Die zweite Diskussionsrunde mit den pflegepolitischen SprecherInnen aller vier Fraktionen des Deutschen Bundestages entwickelte sich schnell zu einem Schlagabtausch und eine Diskussion um politische Grundeinstellungen. Die Einstiegsfrage lautete „Ende gut, alles gut?!“. Meine Antwort: „Der Pflegebedürftigkeitsbegriff und das NBA ist ein neuer Anfang.“ Ich begrüße diesen Paradigmenwechsel sehr. Es wird mehr Gerechtigkeit in die Pflege einziehen, denn sind noch längst nicht alle Herausforderungen gelöst. Wichtig werden nun die politischen Entscheidungen zur leistungsrechtlichen Hinterlegung der einzelnen Pflegegrade sein. Ich bedauere es immer noch, dass wir mit dem auf Wunsch der CDU eingeführten Pflegevorsorgefonds mehr als eine Milliarde Euro für die konkrete Pflege verloren haben. Zuwenden müssen wir uns auch weiterhin den Herausforderungen zum Beispiel der drohenden Altersarmut, der Gesundheitsförderung von informell und professionell Pflegenden.

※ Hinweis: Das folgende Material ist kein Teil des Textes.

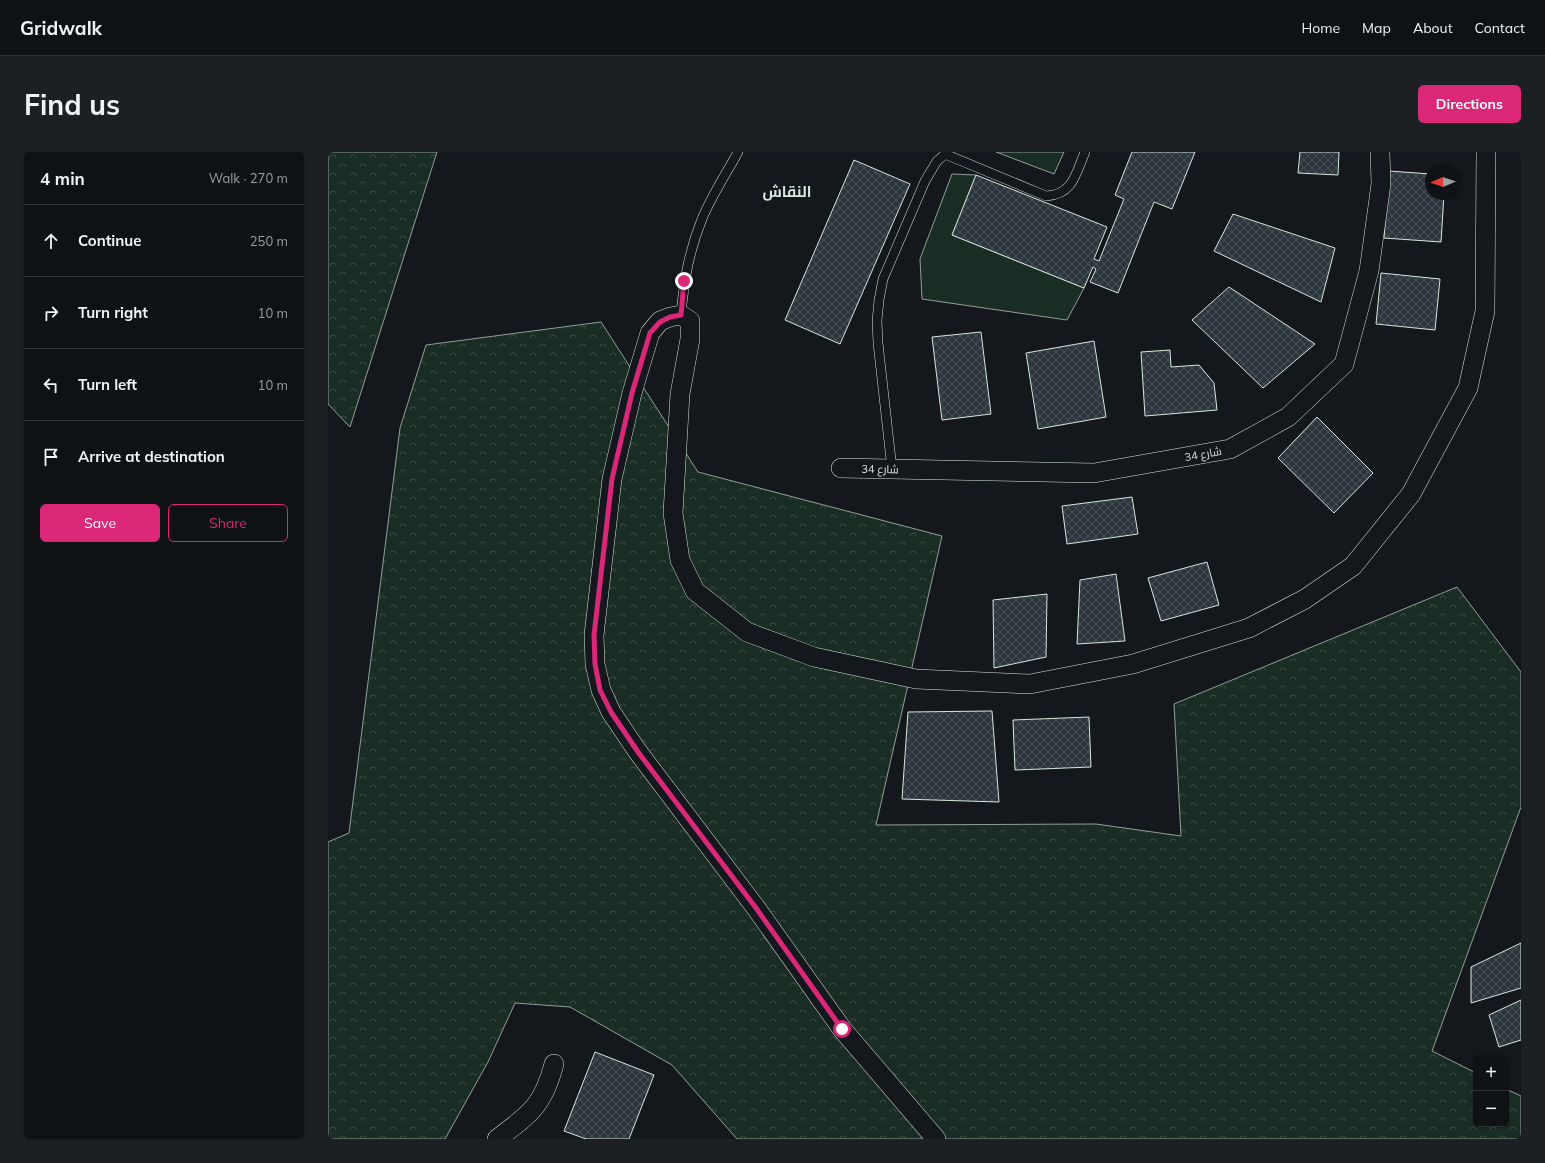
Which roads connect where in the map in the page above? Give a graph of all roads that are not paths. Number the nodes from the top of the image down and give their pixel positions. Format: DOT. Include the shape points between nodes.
graph roads {
  1 [pos="738,152"];
  2 [pos="1086,152"];
  3 [pos="1380,152"];
  4 [pos="1486,152"];
  5 [pos="947,153"];
  6 [pos="681,315"];
  7 [pos="841,468"];
  8 [pos="892,469"];
  9 [pos="554,1064"];
  10 [pos="497,1139"];
  11 [pos="936,1139"];
  1 -- 6 [label="lane" via="702,218 691,249 684,281"];
  2 -- 5 [label="lane" via="1066,191 1046,196"];
  3 -- 8 [label="street, شارع 34" via="1381,184 1369,271 1344,364 1288,417 1230,450 1094,473"];
  4 -- 6 [label="street" via="1485,311 1468,388 1411,494 1353,566 1305,599 1249,628 1133,664 1030,684 916,679 814,657 747,632 695,591 680,560 673,513 680,394 690,339 690,321"];
  5 -- 8 [label="lane" via="933,166 925,181 883,279 879,300 878,343"];
  6 -- 11 [label="street" via="660,322 650,333 632,393 612,479 594,635 595,664 600,690 611,712 638,752 756,908 842,1029"];
  7 -- 8 [label="street, شارع 34"];
  9 -- 10 [label="street" via="542,1098 528,1116"];
}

Sorge zu tragen ist auch der Vielfalt innerhalb der großen Gruppe der Pflegebedürftigen. Wir sind noch lange nicht am Ende angekommen!

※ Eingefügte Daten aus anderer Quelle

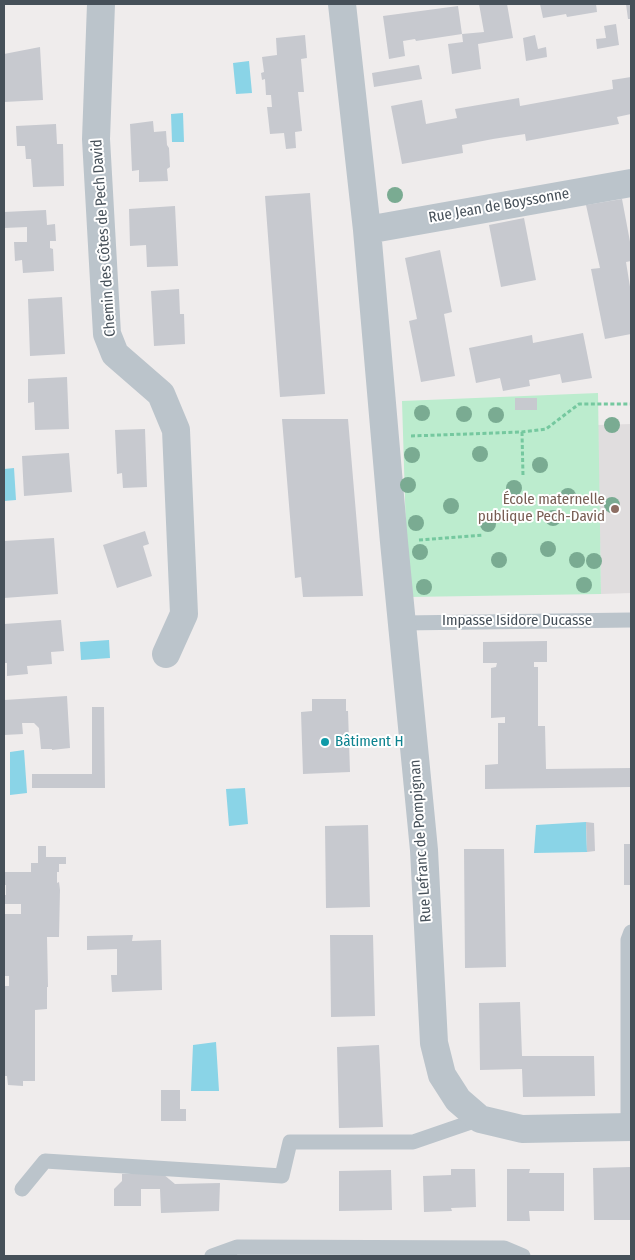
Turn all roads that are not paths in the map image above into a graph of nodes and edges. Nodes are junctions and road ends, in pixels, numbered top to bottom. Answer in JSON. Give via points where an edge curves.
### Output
{"nodes":[{"id":1,"x":101,"y":4,"type":"edge"},
{"id":2,"x":342,"y":4,"type":"edge"},
{"id":3,"x":631,"y":182,"type":"edge"},
{"id":4,"x":367,"y":230,"type":"junction"},
{"id":5,"x":631,"y":620,"type":"edge"},
{"id":6,"x":402,"y":623,"type":"junction"},
{"id":7,"x":166,"y":654,"type":"dead end"},
{"id":8,"x":631,"y":932,"type":"edge"},
{"id":9,"x":480,"y":1120,"type":"junction"},
{"id":10,"x":630,"y":1127,"type":"edge"},
{"id":11,"x":22,"y":1189,"type":"dead end"},
{"id":12,"x":212,"y":1256,"type":"edge"},
{"id":13,"x":523,"y":1256,"type":"edge"}],
"edges":[{"from":1,"to":7,"type":"street","name":"Chemin des Côtes de Pech David","via":[[96,139],[107,334],[115,354],[162,394],[176,430],[184,614]]},
{"from":2,"to":4,"type":"street"},
{"from":3,"to":4,"type":"street","name":"Rue Jean de Boyssonne"},
{"from":4,"to":6,"type":"street","name":"Rue Lefranc de Pompignan"},
{"from":5,"to":6,"type":"lane","name":"Impasse Isidore Ducasse"},
{"from":6,"to":9,"type":"street","name":"Rue Lefranc de Pompignan","via":[[424,850],[434,1043],[442,1076],[458,1100]]},
{"from":8,"to":10,"type":"lane","via":[[628,940]]},
{"from":9,"to":10,"type":"street","via":[[522,1129]]},
{"from":9,"to":11,"type":"lane","via":[[413,1142],[290,1142],[282,1176],[45,1161]]},
{"from":12,"to":13,"type":"lane","via":[[237,1247],[504,1248]]}]}
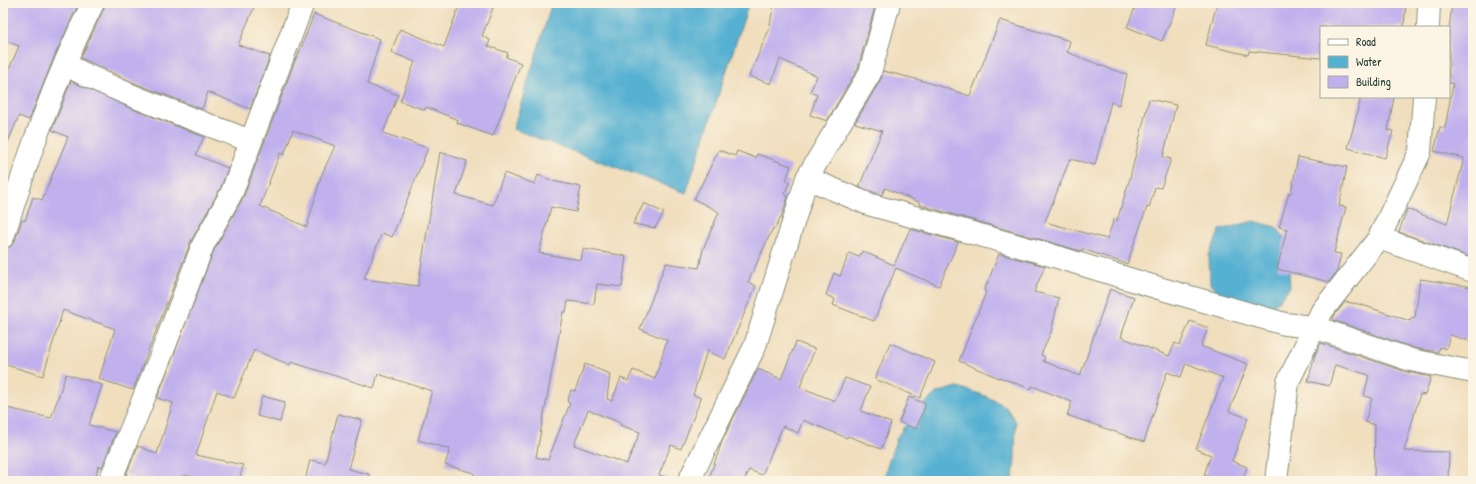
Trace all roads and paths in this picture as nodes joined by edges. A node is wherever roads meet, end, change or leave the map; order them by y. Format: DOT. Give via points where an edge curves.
graph roads {
  1 [pos="93,3"];
  2 [pos="303,3"];
  3 [pos="889,3"];
  4 [pos="1429,3"];
  5 [pos="1428,26"];
  6 [pos="65,64"];
  7 [pos="1424,98"];
  8 [pos="250,141"];
  9 [pos="807,178"];
  10 [pos="3,237"];
  11 [pos="1379,238"];
  12 [pos="1473,271"];
  13 [pos="1314,327"];
  14 [pos="1473,372"];
  15 [pos="110,481"];
  16 [pos="689,481"];
  17 [pos="1276,481"];
  1 -- 6 [label="street"];
  2 -- 8 [label="street"];
  3 -- 9 [label="street" via="870,73"];
  4 -- 5 [label="street"];
  6 -- 8 [label="street" via="127,93"];
  6 -- 10 [label="street" via="17,192"];
  7 -- 11 [label="street" via="1420,152"];
  8 -- 15 [label="street" via="232,192 203,245"];
  9 -- 13 [label="street" via="868,204 1284,324"];
  9 -- 16 [label="street" via="755,346"];
  11 -- 12 [label="street"];
  11 -- 13 [label="street" via="1322,311"];
  13 -- 14 [label="street" via="1411,360"];
  13 -- 17 [label="street" via="1288,382"];
}
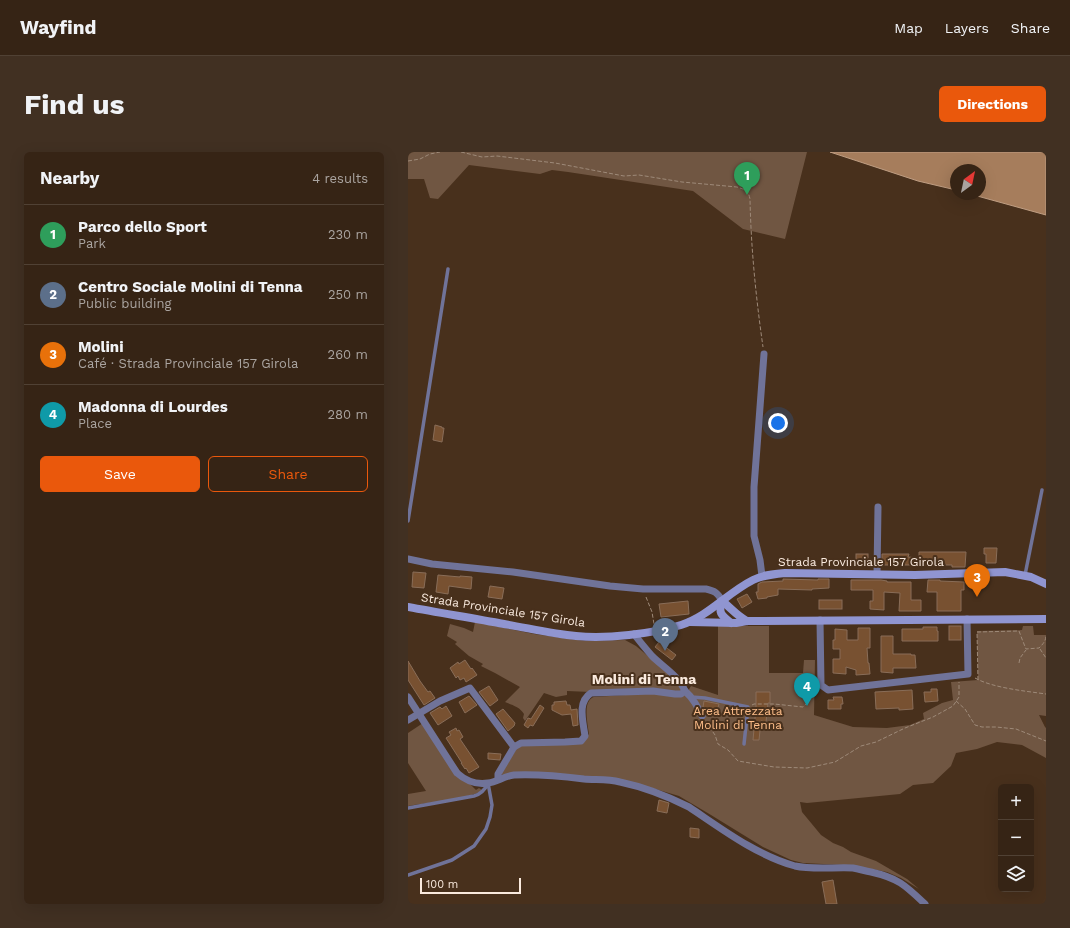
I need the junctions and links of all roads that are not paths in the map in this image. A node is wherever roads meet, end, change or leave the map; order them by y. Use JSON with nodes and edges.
{"nodes":[{"id":1,"x":448,"y":269,"type":"dead end"},
{"id":2,"x":764,"y":354,"type":"road end"},
{"id":3,"x":1042,"y":490,"type":"dead end"},
{"id":4,"x":878,"y":507,"type":"dead end"},
{"id":5,"x":408,"y":521,"type":"edge"},
{"id":6,"x":408,"y":560,"type":"edge"},
{"id":7,"x":877,"y":574,"type":"junction"},
{"id":8,"x":762,"y":576,"type":"junction"},
{"id":9,"x":1025,"y":576,"type":"junction"},
{"id":10,"x":1046,"y":584,"type":"edge"},
{"id":11,"x":722,"y":601,"type":"junction"},
{"id":12,"x":408,"y":607,"type":"edge"},
{"id":13,"x":967,"y":619,"type":"junction"},
{"id":14,"x":1046,"y":619,"type":"edge"},
{"id":15,"x":747,"y":620,"type":"junction"},
{"id":16,"x":820,"y":620,"type":"junction"},
{"id":17,"x":689,"y":622,"type":"junction"},
{"id":18,"x":730,"y":623,"type":"junction"},
{"id":19,"x":634,"y":634,"type":"junction"},
{"id":20,"x":685,"y":691,"type":"junction"},
{"id":21,"x":691,"y":697,"type":"junction"},
{"id":22,"x":408,"y":698,"type":"edge"},
{"id":23,"x":418,"y":713,"type":"junction"},
{"id":24,"x":702,"y":716,"type":"road end"},
{"id":25,"x":408,"y":720,"type":"edge"},
{"id":26,"x":744,"y":744,"type":"dead end"},
{"id":27,"x":514,"y":747,"type":"junction"},
{"id":28,"x":498,"y":779,"type":"junction"},
{"id":29,"x":488,"y":783,"type":"junction"},
{"id":30,"x":408,"y":808,"type":"edge"},
{"id":31,"x":408,"y":875,"type":"edge"},
{"id":32,"x":925,"y":904,"type":"edge"}],
"edges":[{"from":1,"to":5,"type":"lane"},
{"from":2,"to":8,"type":"street"},
{"from":3,"to":9,"type":"lane"},
{"from":4,"to":7,"type":"street"},
{"from":6,"to":11,"type":"street"},
{"from":7,"to":8,"type":"main road","name":"Strada Provinciale 157 Girola"},
{"from":7,"to":9,"type":"main road","name":"Strada Provinciale 157 Girola"},
{"from":8,"to":11,"type":"main road","name":"Strada Provinciale 157 Girola"},
{"from":9,"to":10,"type":"main road","name":"Strada Provinciale 157 Girola"},
{"from":11,"to":15,"type":"main road"},
{"from":11,"to":17,"type":"main road","name":"Strada Provinciale 157 Girola"},
{"from":11,"to":18,"type":"main road"},
{"from":12,"to":19,"type":"main road","name":"Strada Provinciale 157 Girola"},
{"from":13,"to":14,"type":"main road","name":"Strada Provinciale 157 Girola"},
{"from":13,"to":16,"type":"main road","name":"Strada Provinciale 157 Girola"},
{"from":13,"to":16,"type":"street"},
{"from":15,"to":16,"type":"main road","name":"Strada Provinciale 157 Girola"},
{"from":15,"to":18,"type":"main road","name":"Strada Provinciale 157 Girola"},
{"from":17,"to":18,"type":"main road","name":"Strada Provinciale 157 Girola"},
{"from":17,"to":19,"type":"main road","name":"Strada Provinciale 157 Girola"},
{"from":19,"to":20,"type":"street"},
{"from":20,"to":21,"type":"street"},
{"from":20,"to":27,"type":"street"},
{"from":21,"to":24,"type":"street"},
{"from":21,"to":26,"type":"lane"},
{"from":22,"to":23,"type":"street"},
{"from":23,"to":25,"type":"street"},
{"from":23,"to":27,"type":"street"},
{"from":23,"to":29,"type":"street"},
{"from":27,"to":28,"type":"street"},
{"from":28,"to":29,"type":"street"},
{"from":28,"to":32,"type":"street"},
{"from":29,"to":30,"type":"lane"},
{"from":29,"to":31,"type":"lane"}]}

Das Bündnis für GUTE PFLEGE 

In dem 2012 gegründeten „Bündnis für gute Pflege“ haben sich 23 große, bundesweit aktive Organisationen, Sozial- und Wohlfahrtsverbände, kirchliche Träger und Selbsthilfe, Gewerkschaften und Berufsverbände und 14 regionale Unterstützer zusammengeschlossen, um für Verbesserungen in der Pflege zu kämpfen und die Politik zum Handeln bewegen. Sie repräsentieren insgesamt 13,6 Millionen Einzelmitglieder, zu denen hunderttausende Pflegebedürftige und Menschen aus Pflegeberufen gehören sowie rund 16.500 Pflegeeinrichtungen und -dienste, in denen täglich 550.000 Menschen betreut werden und 400.000 Beschäftige tätig sind. Gemeinsam fordern die BündnispartnerInnen Perspektiven für eine bessere Pflege in Deutschland, u.a.

  • maßgeschneiderte Leistungen für Pflegebedürftige
  • mehr Unterstützung und Anerkennung für Angehörige
  • bessere Lohn- und Arbeitsbedingungen
  • eine gerechte, solidarische und paritätische Finanzierung.